Print the listing exactly, but only as far as the line containing "Write the network". The first line and that line are both included.

◇ ◇ ◇ ◇ ◇

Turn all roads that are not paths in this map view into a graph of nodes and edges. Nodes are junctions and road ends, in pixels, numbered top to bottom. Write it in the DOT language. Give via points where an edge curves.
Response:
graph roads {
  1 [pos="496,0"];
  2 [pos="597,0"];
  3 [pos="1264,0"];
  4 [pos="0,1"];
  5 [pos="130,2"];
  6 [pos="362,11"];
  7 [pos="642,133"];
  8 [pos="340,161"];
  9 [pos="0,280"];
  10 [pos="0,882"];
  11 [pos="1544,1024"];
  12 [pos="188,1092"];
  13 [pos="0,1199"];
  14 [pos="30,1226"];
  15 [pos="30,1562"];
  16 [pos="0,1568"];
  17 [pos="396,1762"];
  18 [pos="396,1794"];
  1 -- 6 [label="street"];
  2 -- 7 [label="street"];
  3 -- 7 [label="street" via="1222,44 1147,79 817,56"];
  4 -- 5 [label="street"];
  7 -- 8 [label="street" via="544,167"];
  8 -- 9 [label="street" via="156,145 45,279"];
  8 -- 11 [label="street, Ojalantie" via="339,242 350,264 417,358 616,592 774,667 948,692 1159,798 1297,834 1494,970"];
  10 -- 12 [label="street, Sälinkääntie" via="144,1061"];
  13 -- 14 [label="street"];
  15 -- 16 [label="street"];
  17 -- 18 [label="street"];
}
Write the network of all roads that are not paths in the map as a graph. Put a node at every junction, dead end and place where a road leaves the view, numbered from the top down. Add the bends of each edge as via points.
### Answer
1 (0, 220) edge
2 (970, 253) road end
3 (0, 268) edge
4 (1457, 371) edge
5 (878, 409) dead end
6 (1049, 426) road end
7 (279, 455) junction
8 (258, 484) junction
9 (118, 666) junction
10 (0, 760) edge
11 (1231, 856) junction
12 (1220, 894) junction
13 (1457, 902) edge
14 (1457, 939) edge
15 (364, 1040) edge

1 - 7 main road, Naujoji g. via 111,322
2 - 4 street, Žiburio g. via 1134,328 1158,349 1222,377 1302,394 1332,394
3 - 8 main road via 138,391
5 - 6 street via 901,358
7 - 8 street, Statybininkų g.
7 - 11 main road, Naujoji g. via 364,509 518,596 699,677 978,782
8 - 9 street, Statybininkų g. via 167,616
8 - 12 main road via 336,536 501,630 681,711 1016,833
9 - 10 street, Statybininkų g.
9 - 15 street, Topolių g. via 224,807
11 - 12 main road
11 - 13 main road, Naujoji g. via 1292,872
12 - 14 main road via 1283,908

◇ ◇ ◇ ◇ ◇

REPLY TO THE EXERCISE =
Turn all roads that are not paths in this map view into a graph of nodes and edges. Nodes are junctions and road ends, in pixels, numbered top to bottom. Write it in the DOT language. Give via points where an edge curves.
Response:
graph roads {
  1 [pos="496,0"];
  2 [pos="597,0"];
  3 [pos="1264,0"];
  4 [pos="0,1"];
  5 [pos="130,2"];
  6 [pos="362,11"];
  7 [pos="642,133"];
  8 [pos="340,161"];
  9 [pos="0,280"];
  10 [pos="0,882"];
  11 [pos="1544,1024"];
  12 [pos="188,1092"];
  13 [pos="0,1199"];
  14 [pos="30,1226"];
  15 [pos="30,1562"];
  16 [pos="0,1568"];
  17 [pos="396,1762"];
  18 [pos="396,1794"];
  1 -- 6 [label="street"];
  2 -- 7 [label="street"];
  3 -- 7 [label="street" via="1222,44 1147,79 817,56"];
  4 -- 5 [label="street"];
  7 -- 8 [label="street" via="544,167"];
  8 -- 9 [label="street" via="156,145 45,279"];
  8 -- 11 [label="street, Ojalantie" via="339,242 350,264 417,358 616,592 774,667 948,692 1159,798 1297,834 1494,970"];
  10 -- 12 [label="street, Sälinkääntie" via="144,1061"];
  13 -- 14 [label="street"];
  15 -- 16 [label="street"];
  17 -- 18 [label="street"];
}
Write the network of all roads that are not paths in the map as a graph. Put a node at every junction, dead end and place where a road leaves the view, numbered from the top down. Add the bends of each edge as via points.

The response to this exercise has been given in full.